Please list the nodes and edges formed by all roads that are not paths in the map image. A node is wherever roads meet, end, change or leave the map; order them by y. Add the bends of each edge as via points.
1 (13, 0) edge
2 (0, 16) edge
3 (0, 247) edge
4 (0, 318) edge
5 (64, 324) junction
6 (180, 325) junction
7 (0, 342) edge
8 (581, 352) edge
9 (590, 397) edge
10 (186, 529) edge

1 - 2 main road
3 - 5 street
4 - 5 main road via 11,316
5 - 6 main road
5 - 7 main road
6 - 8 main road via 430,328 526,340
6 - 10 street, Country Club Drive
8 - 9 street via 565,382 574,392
--- --- ---
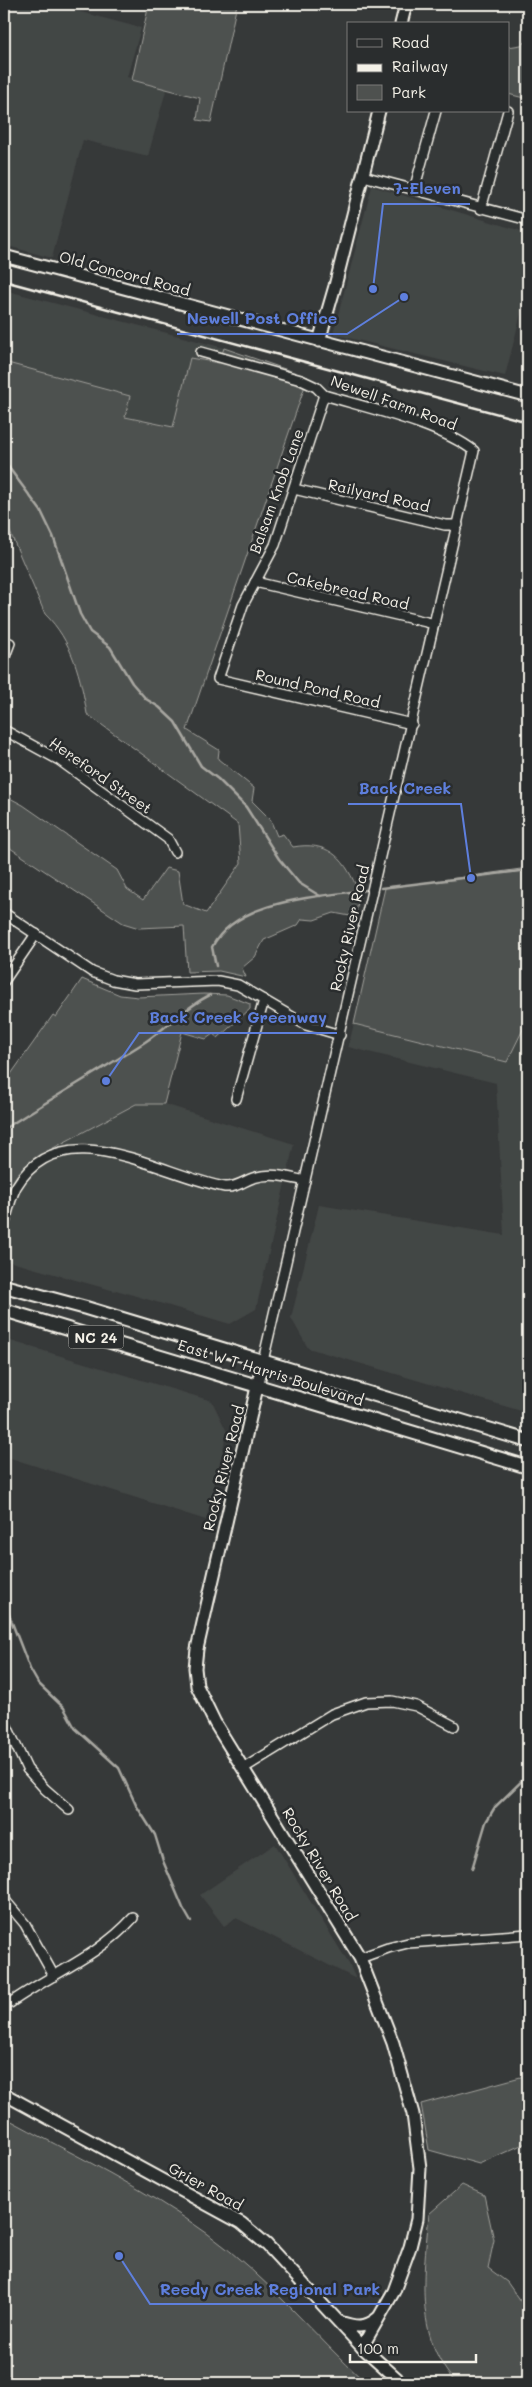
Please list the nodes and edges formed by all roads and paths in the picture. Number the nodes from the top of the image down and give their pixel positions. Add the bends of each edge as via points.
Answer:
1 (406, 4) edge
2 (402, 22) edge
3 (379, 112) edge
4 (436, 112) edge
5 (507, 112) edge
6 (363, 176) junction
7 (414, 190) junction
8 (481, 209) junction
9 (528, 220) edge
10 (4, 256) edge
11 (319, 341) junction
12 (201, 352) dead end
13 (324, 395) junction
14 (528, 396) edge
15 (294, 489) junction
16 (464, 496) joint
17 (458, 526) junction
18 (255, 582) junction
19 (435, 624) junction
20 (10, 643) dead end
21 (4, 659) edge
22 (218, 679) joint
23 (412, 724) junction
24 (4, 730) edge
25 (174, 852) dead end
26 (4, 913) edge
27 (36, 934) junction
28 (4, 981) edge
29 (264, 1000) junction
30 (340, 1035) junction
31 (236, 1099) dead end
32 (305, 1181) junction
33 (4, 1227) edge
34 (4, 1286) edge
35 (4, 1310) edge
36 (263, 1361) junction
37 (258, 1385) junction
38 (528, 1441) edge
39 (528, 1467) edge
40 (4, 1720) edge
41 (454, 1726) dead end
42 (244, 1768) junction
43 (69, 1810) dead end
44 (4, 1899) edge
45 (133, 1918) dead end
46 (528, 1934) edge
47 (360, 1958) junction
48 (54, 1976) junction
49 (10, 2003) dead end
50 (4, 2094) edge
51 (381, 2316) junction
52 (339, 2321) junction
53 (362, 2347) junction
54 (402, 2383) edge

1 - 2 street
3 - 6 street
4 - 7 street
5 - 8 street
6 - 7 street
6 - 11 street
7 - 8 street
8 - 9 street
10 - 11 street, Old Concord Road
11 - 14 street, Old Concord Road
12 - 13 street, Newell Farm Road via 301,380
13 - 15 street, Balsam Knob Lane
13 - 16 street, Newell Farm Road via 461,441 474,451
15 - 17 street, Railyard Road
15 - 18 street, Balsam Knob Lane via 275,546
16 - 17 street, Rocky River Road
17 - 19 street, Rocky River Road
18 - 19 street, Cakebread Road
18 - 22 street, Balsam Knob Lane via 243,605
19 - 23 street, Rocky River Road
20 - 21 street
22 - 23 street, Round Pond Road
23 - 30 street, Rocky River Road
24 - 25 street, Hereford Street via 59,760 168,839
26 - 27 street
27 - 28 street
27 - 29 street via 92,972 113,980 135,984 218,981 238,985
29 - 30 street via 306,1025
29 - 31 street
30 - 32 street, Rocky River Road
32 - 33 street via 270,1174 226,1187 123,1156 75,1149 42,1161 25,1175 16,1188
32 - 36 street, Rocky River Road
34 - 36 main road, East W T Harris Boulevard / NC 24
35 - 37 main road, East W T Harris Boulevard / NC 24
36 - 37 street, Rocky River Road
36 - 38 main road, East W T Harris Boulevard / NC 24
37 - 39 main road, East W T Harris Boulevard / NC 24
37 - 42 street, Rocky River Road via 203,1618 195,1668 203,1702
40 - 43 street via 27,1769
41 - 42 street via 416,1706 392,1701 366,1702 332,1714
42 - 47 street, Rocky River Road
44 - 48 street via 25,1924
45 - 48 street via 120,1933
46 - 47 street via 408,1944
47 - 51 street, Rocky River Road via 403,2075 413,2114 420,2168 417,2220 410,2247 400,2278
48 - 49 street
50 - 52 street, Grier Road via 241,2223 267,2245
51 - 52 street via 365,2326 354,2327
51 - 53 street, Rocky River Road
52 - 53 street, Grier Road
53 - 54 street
--- --- ---
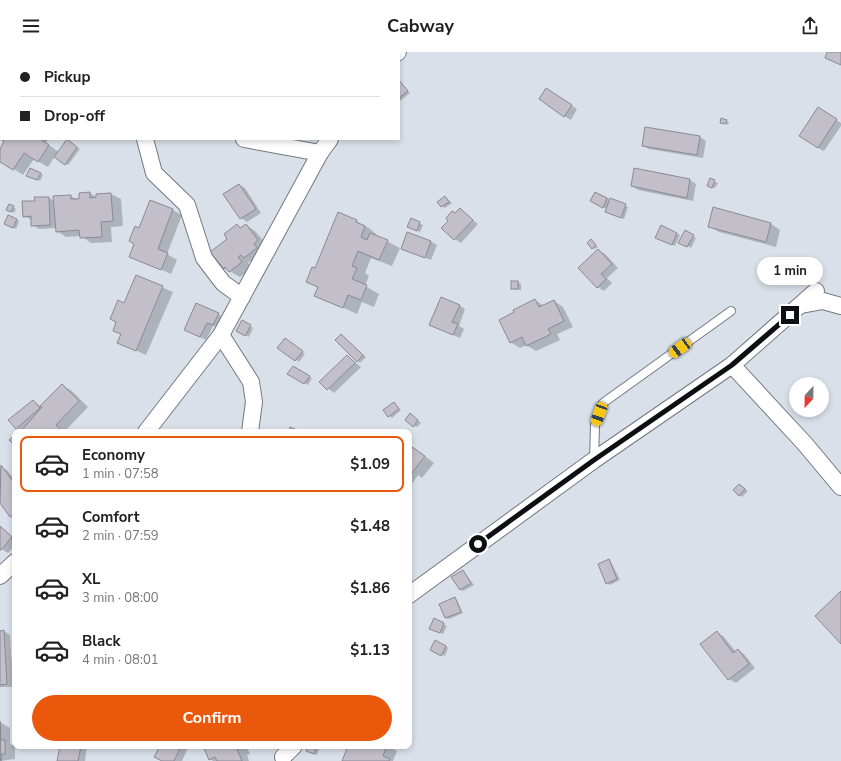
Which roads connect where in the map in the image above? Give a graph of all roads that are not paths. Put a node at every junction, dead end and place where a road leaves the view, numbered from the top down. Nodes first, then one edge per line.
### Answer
--- --- ---
Determine how many lines in the listing above contain "from", giving the number and no other words.

• [Task output]: 2